卫嫣的袖子抖了抖,面色惨白,美丽的眼睛直直的看向她:“阿姐今日展出,亦是为了向世人宣告,从此一刀两断吗?!”
“阿姐说会原谅他,可其实你并没有!”
卫烁皱了皱眉,展出画作的事情是长安处理的,她既然傥荡,便默许了长安的做法。
至于靳玄,世人并不知晓这关系,无端端的猜测,也拿不出什么证据来,她倒也不必挂在心上。
她私心里,本也不想原谅了。
“阿姐你可知,夫君为何会死?”
这声音,隐隐超出了悲愤的范围,竟有些风雨欲来的架势。
卫烁没说话。
卫嫣:“都是因为你,他用自己的寿命换了你的,又怕你知道,才与我成亲的!”
卫烁的脑子像是被突如其来的雷声轰过一般,她惊疑的上前了一步,死死的抓住卫嫣的袖子:“什么...意思?!”

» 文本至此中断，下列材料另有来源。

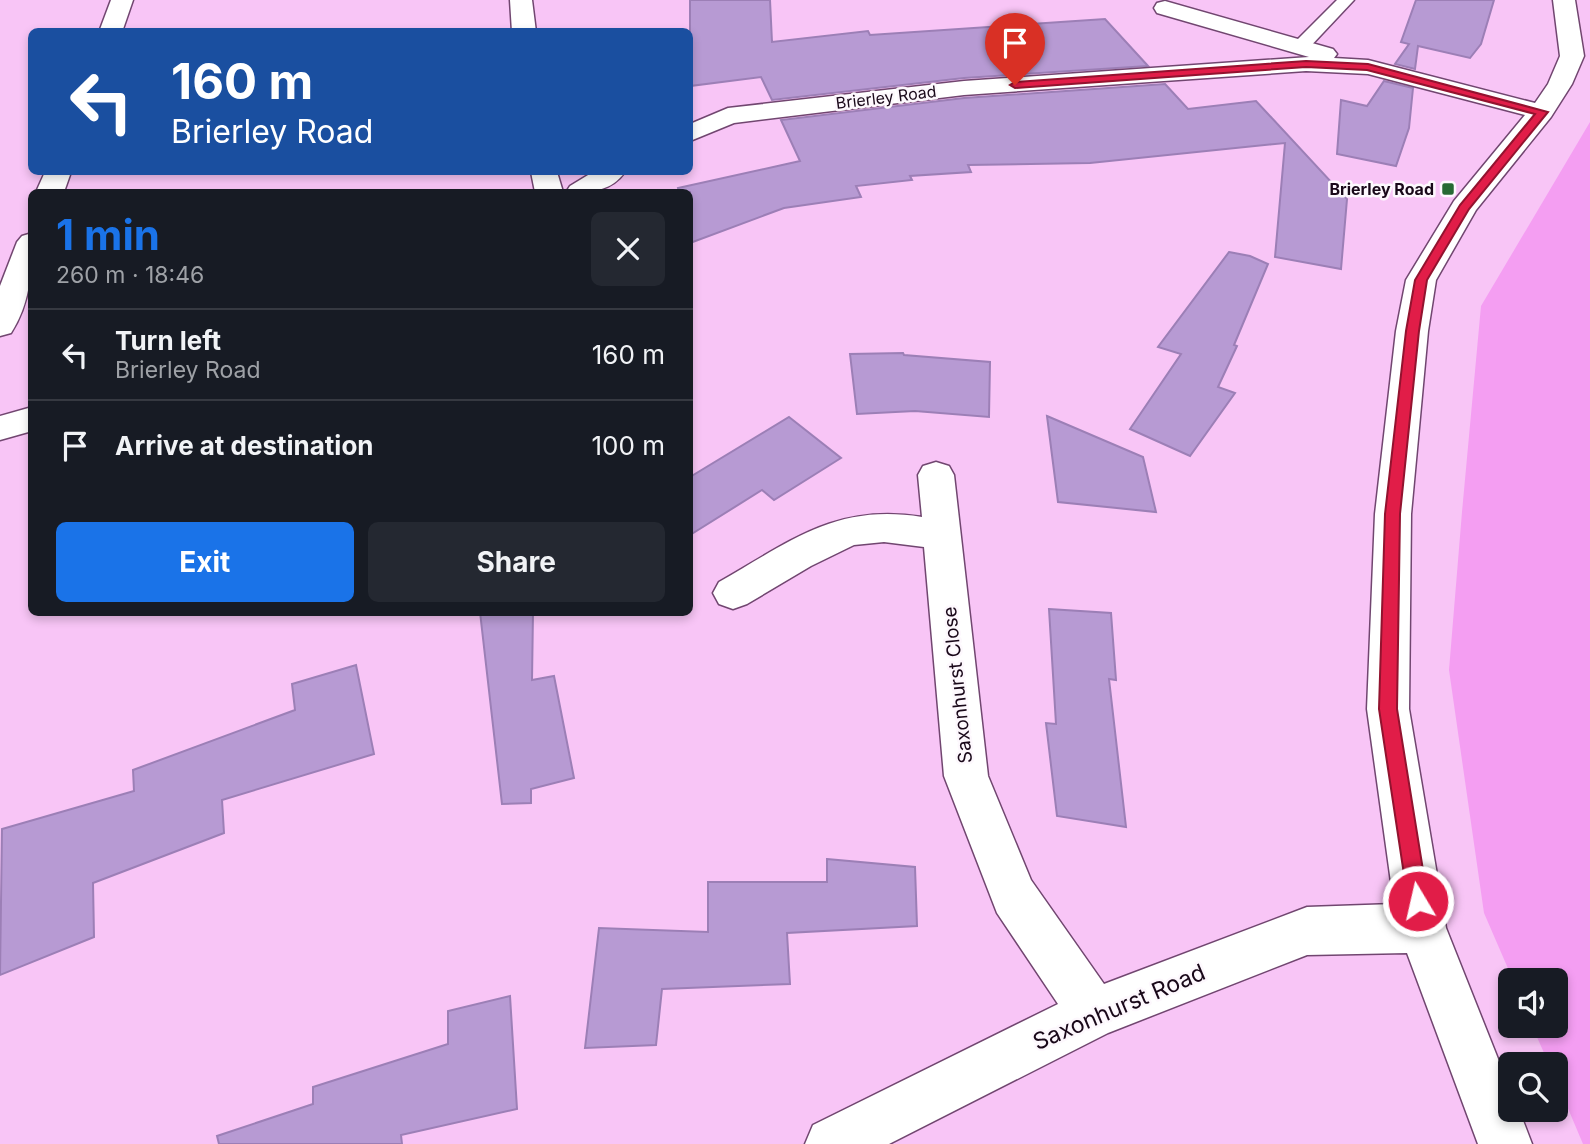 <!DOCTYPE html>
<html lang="en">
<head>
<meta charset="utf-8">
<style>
  :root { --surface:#171b24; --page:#242831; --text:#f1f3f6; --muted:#9ea1a6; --line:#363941; --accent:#1a73e8 }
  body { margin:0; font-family:Inter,sans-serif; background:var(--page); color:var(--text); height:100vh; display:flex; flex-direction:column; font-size:26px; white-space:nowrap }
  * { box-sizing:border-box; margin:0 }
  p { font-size:23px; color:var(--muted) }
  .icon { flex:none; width:38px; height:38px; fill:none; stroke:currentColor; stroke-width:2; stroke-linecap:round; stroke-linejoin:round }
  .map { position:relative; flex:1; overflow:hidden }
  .details { position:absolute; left:28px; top:189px; width:665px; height:427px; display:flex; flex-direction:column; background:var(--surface); border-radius:10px; box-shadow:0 4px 10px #0003 }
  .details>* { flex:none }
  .hud { position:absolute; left:28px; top:28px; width:665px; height:147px; border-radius:10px; box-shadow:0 4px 10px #0003; background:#1a4fa0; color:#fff; overflow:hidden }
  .buttons { position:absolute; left:1498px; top:968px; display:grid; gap:14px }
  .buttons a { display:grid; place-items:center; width:70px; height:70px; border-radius:10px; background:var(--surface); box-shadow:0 4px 10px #0003; font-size:35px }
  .pin { position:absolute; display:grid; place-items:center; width:60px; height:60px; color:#fff; margin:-72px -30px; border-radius:50% 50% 50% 0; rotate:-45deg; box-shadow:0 0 7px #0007 }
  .pin .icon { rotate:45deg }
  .me { position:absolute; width:77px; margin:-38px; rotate:351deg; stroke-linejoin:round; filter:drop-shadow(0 0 5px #0008) }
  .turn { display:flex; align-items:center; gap:24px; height:147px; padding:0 28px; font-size:32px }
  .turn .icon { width:91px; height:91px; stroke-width:2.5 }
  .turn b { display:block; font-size:49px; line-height:60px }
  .round { display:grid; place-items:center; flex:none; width:74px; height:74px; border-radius:10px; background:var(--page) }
  .overview { display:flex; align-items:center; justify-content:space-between; height:119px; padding:0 28px }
  h1 { font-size:42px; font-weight:700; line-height:52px; color:var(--accent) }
  .button { display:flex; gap:14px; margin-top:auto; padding:14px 28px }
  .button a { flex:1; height:80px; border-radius:10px; background:var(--accent); color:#fff; font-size:28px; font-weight:700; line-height:80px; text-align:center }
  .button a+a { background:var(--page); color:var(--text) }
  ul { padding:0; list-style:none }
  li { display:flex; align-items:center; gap:21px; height:91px; padding:0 28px; border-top:2px solid var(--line) }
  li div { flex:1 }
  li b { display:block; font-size:26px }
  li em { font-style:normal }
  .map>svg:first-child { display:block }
  .green { fill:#f49ef2 }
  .building { fill:#b79ad3; stroke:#9c7fb6; stroke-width:2 }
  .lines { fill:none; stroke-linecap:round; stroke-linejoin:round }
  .lane-casing { stroke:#714670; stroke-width:3 }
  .street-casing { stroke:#714670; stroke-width:3 }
  .lane { fill:#fff; fill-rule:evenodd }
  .street { fill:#fff; fill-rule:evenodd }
  .route { fill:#e11d48; stroke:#92132f; stroke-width:2 }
  .poi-dot { fill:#276a34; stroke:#fdf8fd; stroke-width:2.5 }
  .labels { text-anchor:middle; stroke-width:5; stroke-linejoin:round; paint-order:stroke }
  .far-street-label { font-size:16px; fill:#190819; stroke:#fdf8fd }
  .far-poi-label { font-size:16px; font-weight:bold; fill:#190819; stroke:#fdf8fd; text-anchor:end }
  .street-label { font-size:19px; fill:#190819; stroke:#fdf8fd }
  .near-street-label { font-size:23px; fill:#190819; stroke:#fdf8fd }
</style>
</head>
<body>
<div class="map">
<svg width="1590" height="1144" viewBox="0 0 1590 1144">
  <rect width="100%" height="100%" fill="#f8c5f6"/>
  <path class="green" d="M1590,122V1144H1583L1556,1080V1064H1549L1532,1026H1556V980H1513L1484,913L1449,670L1462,512L1481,306Z"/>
  <g class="building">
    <path d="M690,0H770L772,42L868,31L870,35L1105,19L1148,66L964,78L772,100L761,77L690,86Z"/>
    <path d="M1416,0H1494L1481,44L1470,58L1418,46L1415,69L1395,64L1409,44L1401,42Z"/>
    <path d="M1384,81L1413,88L1409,128L1396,166L1337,154L1341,100L1367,106Z"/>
    <path d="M1165,84L1188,109L1256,101L1347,199L1341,269L1275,257L1285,143L1090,163L968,165L971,172L910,176L912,180L856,186L861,197L784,208L690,243V192H679L678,188L800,161L781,120L964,98Z"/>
    <path d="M1229,252L1250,256L1268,264L1234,345L1237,346L1218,387L1235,393L1190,456L1130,429L1181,354L1158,347Z"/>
    <path d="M903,353L904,355L990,362L989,417L915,411L857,414L850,354Z"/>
    <path d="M1047,416L1143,457L1156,512L1058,502Z"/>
    <path d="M789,417L841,458L774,500L762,490L690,535V477Z"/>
    <path d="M1049,609L1111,613L1116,680L1109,679L1126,827L1057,816L1046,723L1056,724Z"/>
    <path d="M480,612H533L532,680L554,676L574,778L531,789V803L502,804Z"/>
    <path d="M356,665L374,754L222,800L224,833L93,883L94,937L0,975L2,829L134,791L133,770L295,710L292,684Z"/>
    <path d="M827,859L915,867L917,926L787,933L790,984L662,989L656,1045L585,1048L599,928L708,932V882H827Z"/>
    <path d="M510,996L517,1109L401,1135L402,1144H219L217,1136L313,1104V1087L448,1044V1011Z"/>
  </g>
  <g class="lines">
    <defs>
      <path id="lane" d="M1337,0H1354L1306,51H1294L1291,47L1294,43Z"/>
      <g id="street">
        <path d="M111,0H133L122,32H99Z"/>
        <path d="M510,0H532L536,32H512Z"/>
        <path d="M1553,0H1575L1584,56L1572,84L1551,117L1476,210L1436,280L1428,331L1411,514L1409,709L1446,928L1510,1089V1110H1519L1532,1144H1478L1407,953L1307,955L1108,1033L889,1144H805L813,1125L1058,1004L997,913L944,776L924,547L884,542L854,545L811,566L747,604L733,609L719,604L713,593L719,582C790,542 835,503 922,517L918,475L923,466L936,462L949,466L954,475L988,776L1031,880L1104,984L1307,907L1394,904L1367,709L1375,514L1396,331L1406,280L1454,201L1525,115L1368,74L1306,71L964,95L734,123L690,141V124L728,108L964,81L1309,57L1157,13L1154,8L1157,3L1165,1L1333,49L1337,54L1334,58L1368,60L1535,103L1548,84L1560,56Z"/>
        <path d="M45,172H71L64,192H36Z"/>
        <path d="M531,172H557L563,192H535Z"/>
        <path d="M593,172H625C610,193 589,192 566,192L570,186Z"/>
        <path d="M32,233C32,269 31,302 11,333L0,336V286L17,242L22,236Z"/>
        <path d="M32,407V431L0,440V416Z"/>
      </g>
    </defs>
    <use href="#lane" class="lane-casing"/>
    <use href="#street" class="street-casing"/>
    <use href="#lane" class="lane"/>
    <use href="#street" class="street"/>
  </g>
  <path class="route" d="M1306,61L1368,64L1548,112L1469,209L1427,280L1419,331L1400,514L1397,709L1428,901L1425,907L1418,910L1411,907L1408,901L1379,709L1385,514L1406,331L1415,280L1460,205L1535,114L1367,70L1306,67L1015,88L1010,85L1015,82Z"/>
  <rect class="poi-dot" x="1441" y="182" width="14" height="14" rx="3.5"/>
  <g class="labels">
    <g class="far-street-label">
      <text transform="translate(886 97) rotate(-7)" y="6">Brierley Road</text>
    </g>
    <g class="far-poi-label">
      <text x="1434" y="195">Brierley Road</text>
    </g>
    <g class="street-label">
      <text transform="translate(957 685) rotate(-96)" y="7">Saxonhurst Close</text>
    </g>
    <g class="near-street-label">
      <text transform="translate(1119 1007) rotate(-23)" y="8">Saxonhurst Road</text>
    </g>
  </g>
</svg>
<div class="buttons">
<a><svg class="icon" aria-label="sound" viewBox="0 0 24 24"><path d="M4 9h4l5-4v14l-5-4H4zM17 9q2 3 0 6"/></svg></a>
<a><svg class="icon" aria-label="search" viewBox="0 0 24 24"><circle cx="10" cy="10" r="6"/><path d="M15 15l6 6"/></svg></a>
</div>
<div class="pin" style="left:1015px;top:85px;background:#d93025"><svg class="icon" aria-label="arrive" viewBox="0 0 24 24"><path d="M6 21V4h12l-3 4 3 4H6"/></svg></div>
<svg class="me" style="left:1418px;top:901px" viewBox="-20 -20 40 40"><circle r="17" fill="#e11d48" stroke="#fff" stroke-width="3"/><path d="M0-11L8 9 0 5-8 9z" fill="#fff"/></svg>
<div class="hud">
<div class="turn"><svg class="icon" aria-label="left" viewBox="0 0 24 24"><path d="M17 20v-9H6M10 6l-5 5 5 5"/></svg><div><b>160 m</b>Brierley Road</div></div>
</div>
<section class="details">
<div class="overview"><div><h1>1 min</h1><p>260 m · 18:46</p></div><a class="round"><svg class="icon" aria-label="close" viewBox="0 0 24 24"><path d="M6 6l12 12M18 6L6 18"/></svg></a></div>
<ul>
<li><svg class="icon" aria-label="left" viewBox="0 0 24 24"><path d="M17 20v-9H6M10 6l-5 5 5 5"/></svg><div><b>Turn left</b><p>Brierley Road</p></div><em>160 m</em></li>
<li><svg class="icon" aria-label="arrive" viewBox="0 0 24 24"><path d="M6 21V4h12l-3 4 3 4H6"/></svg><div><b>Arrive at destination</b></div><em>100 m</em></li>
</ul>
<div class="button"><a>Exit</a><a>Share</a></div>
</section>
</div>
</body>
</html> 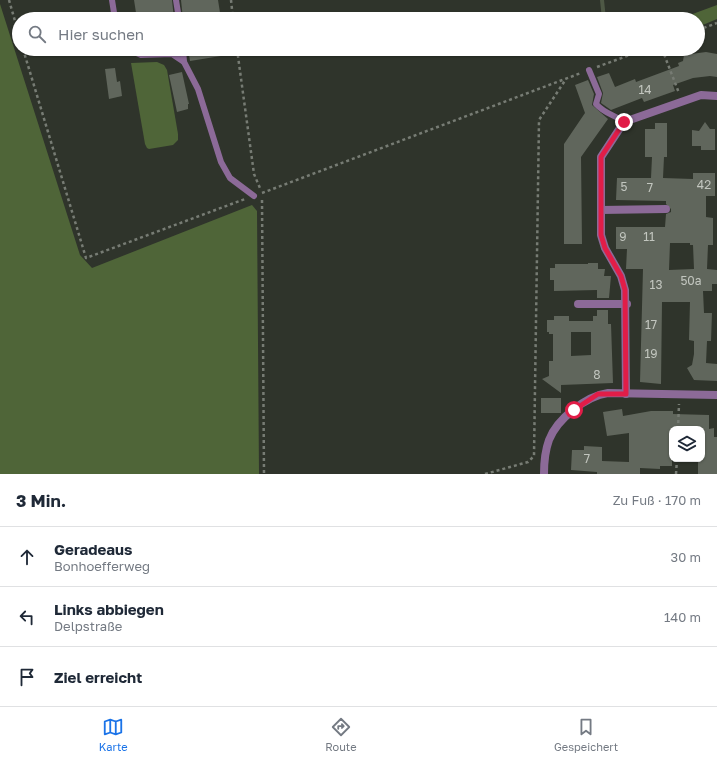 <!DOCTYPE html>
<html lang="de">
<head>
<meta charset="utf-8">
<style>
	:root { --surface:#fff; --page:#f6f6f7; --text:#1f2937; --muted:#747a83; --line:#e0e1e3; --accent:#1a73e8 }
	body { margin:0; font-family:"Golos Text",sans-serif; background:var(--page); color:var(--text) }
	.controls { position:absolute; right:12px; bottom:12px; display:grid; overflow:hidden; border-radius:8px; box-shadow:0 1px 3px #0004 }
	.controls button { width:36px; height:36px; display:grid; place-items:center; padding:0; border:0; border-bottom:1px solid var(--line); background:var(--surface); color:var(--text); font:20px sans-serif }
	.stop { position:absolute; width:12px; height:12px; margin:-9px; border:3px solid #e11d48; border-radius:50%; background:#fff }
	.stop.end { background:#e11d48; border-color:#fff; box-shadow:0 1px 4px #0008 }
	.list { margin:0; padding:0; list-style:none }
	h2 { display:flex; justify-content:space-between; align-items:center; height:52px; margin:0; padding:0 16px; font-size:17px }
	h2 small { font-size:13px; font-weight:400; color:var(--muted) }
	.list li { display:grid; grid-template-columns:26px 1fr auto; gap:12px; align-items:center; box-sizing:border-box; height:60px; padding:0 16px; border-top:1px solid var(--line) }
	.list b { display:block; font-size:15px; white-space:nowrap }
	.list p { margin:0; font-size:13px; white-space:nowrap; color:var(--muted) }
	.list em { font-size:13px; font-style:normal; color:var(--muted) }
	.icon { flex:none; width:22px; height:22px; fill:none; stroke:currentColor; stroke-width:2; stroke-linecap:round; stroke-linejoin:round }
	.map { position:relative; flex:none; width:717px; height:474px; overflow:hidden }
	.search { position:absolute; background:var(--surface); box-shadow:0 1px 3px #0004; left:12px; right:12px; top:12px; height:44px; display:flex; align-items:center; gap:10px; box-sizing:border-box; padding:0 14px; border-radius:22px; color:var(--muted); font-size:15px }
	.sheet { height:232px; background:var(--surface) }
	nav { display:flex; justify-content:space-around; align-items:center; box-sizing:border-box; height:56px; border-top:1px solid var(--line); background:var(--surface); font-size:11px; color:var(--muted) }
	nav a { display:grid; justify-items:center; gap:2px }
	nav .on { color:var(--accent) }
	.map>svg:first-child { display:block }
	.green { fill:#4f6538 }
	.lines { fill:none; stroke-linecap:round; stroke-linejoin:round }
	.stream { stroke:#4e5845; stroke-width:4 }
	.building { fill:#60665c; fill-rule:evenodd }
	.path { stroke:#777c74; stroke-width:2.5; stroke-dasharray:3 3; stroke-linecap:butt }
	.service { stroke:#8c6a98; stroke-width:6 }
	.minor { stroke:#8c6a98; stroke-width:8 }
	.route { stroke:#e11d48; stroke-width:5 }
	.labels { text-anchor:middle; stroke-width:3; stroke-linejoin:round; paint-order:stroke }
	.number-label { font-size:12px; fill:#c2c6bf }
</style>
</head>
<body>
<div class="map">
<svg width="717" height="474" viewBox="0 0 717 474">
	<rect width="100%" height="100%" fill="#2f342b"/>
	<!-- green -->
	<g class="green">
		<polygon points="0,4 80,255 92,268 252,205 257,211 259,474 0,474"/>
		<polygon points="717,5 717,19 698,27 698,19 679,19"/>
		<polygon points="157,62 164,65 167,70 178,134 178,140 173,145 149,149 147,148 145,144 131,63"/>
	</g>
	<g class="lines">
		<!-- stream -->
		<polyline class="stream" points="602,0 604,19"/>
	</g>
	<!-- building -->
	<g class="building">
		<polygon points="134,0 172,0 174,19 137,19"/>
		<polygon points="181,0 218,0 221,19 183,19"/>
		<polygon points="188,49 226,49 227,55 190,61"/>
		<polygon points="706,52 717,54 717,77 710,76 693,78 673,85 675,91 644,102 642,98 611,110 601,103 603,93 597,77 609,73 615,87 635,79 636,82 679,66 678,63 683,61 684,55"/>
		<polygon points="115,68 117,82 120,81 122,96 109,99 105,69"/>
		<polygon points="182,72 189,104 188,104 188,109 177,112 169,75"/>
		<polygon points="588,80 594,94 592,105 608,119 581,157 582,244 564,244 564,144 585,113 575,85"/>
		<polygon points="705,122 710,129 715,129 715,150 701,150 701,146 692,146 692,130 699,131"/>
		<path d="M 655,123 L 667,123 L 667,157 L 664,157 L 663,178 L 693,179 L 693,173 L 715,173 L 715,196 L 706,196 L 706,217 L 713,218 L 713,245 L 708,245 L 707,269 L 717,270 L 717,284 L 712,284 L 712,291 L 703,291 L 704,313 L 712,313 L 711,341 L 707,341 L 706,363 L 717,364 L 717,381 L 694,380 L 687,368 L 692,365 L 694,354 L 694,341 L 689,340 L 690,302 L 662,302 L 661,384 L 640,382 L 643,269 L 626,269 L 627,249 L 616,249 L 616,227 L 665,227 L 666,214 L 671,212 L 671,209 L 666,204 L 666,201 L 616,200 L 617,178 L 651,178 L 652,157 L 645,157 L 645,129 L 655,129 ZM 670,243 L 690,243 L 690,245 L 693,245 L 694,269 L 669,270 Z"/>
		<polygon points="588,263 598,263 598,269 605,269 604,276 611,276 609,298 597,298 597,290 554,291 554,280 550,280 550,268 555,268 555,264 588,264"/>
		<path d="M 597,310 L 608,310 L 608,324 L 611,324 L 613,383 L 561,385 L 561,393 L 542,379 L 549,376 L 549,361 L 553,361 L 553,334 L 549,334 L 549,332 L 547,332 L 547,320 L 554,320 L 554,316 L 569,316 L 569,321 L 593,321 L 593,316 L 597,316 ZM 571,332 L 591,332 L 591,355 L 571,356 Z"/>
		<rect x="541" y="398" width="20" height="15"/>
		<polygon points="622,409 623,416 651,411 673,411 673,414 709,415 709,429 714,428 714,437 717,437 717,474 698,474 698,459 702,459 702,429 672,429 672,466 660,466 660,469 640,468 640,474 597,474 597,472 571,470 572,450 584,450 584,446 602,447 602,461 629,462 629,433 607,436 603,412"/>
	</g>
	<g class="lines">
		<!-- path -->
		<g class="path">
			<polyline points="9,0 19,35"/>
			<polyline points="231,0 233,19"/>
			<polyline points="698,30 717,23"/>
			<polyline points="23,49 86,258 245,199"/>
			<polyline points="237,49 254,174 260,188"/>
			<polyline points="662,49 679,93"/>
			<polyline points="597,67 646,49"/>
			<polyline points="262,193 581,73"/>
			<polyline points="262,200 264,474"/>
			<polyline points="678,429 679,404"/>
			<polyline points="485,474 528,462 534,456 539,120 566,79"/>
			<polyline points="676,474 677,459"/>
		</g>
		<!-- service -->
		<g class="service">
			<polyline points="112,0 115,19"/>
			<polyline points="176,0 179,19"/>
			<polyline points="128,49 141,55 172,54 184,62 198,89 221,162 230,178 254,196"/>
			<polyline points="183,49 184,62"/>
			<path d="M 589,70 L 599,94 L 596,104 C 606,115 614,114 624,122"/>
		</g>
		<!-- minor -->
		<g class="minor">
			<polyline points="601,210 666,209"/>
			<polyline points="578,304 627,304"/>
			<polyline points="626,394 625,290 621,276 605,248 601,235 601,157 624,122 701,95 717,96"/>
			<path d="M 544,474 C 544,462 545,451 549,440 C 557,419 586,396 608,393 L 717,395"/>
		</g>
	</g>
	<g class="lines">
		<!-- route -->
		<polyline class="route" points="574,410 598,394 626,394 625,290 621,276 605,248 601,235 601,157 624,122"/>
	</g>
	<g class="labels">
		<!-- number labels -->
		<g class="number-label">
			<text x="645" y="94">14</text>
			<text x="704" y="189">42</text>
			<text x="624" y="191">5</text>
			<text x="650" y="192">7</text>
			<text x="623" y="241">9</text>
			<text x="649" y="241">11</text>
			<text x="691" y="285">50a</text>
			<text x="656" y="289">13</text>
			<text x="651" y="329">17</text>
			<text x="651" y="358">19</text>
			<text x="597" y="379">8</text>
			<text x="587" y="463">7</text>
		</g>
	</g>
</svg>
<div class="controls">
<button><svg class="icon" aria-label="layers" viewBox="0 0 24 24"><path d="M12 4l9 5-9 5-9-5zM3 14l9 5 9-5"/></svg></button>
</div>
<div class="stop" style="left:574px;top:410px"></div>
<div class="stop end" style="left:624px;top:122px"></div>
<div class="search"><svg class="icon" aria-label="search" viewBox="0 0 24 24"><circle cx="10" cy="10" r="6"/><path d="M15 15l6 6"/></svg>Hier suchen</div>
</div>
<section class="sheet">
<h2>3 Min.<small>Zu Fuß · 170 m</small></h2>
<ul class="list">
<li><svg class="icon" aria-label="ahead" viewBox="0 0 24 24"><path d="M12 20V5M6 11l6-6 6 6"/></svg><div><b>Geradeaus</b><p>Bonhoefferweg</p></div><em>30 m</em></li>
<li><svg class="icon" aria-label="left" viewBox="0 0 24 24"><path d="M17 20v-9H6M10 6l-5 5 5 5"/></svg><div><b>Links abbiegen</b><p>Delpstraße</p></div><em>140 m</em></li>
<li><svg class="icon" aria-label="arrive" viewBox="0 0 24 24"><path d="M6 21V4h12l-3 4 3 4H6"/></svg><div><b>Ziel erreicht</b></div></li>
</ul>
</section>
<nav>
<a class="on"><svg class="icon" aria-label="map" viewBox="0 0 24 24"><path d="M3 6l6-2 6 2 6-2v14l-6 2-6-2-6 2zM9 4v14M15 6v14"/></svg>Karte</a>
<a><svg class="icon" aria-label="directions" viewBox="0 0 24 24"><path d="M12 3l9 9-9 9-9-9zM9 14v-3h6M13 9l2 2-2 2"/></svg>Route</a>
<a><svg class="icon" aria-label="saved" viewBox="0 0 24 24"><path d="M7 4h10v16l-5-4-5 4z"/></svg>Gespeichert</a>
</nav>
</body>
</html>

卫嫣的笑意有些疯狂,看见卫烁脸上的表情,闪过一丝的畅快,她说:“你三年前就该死了,若不是夫君,你怎么活的到现在?!”
三年前,有一云游的仙人,告诉靳玄,说卫烁命不久矣。问他愿不愿意用自己的性命去换。
靳玄如此爱她,怎么会不同意。
某夜隔着窗子,不舍的看了她一夜之后,靳玄便将礼金送到了卫宗,择日迎娶卫嫣。
靳玄从来不让她忧惧这些事情,他待她很好,为她安排好了一切,哪怕他早早的离开,也不肯让她卫夫人的名声染上尘埃。
他做了一切,成全了当代的卫夫人,却失去了他自己的卫烁。
可是他一点都不后悔。
逆天改命是需要付出代价的,那代价便是他早逝的性命。
卫烁立在案前,手里握着绘画的毛笔,却迟迟落不下去。有眼泪在她的眶中打转,氤氲着模糊了视线。终于狠狠的滴落在画纸上,染成巨大的水渍。
卫烁顺着水渍,将墨汁淡开,勾勒出一个男人的模样,唯有一滴小小的、溅落的水渍,停留在他的眼眶下方,像极了哭泣时的泪。
那是她的第一个弟子,靳玄。
她想,这辈子,她都不会有更爱的人了。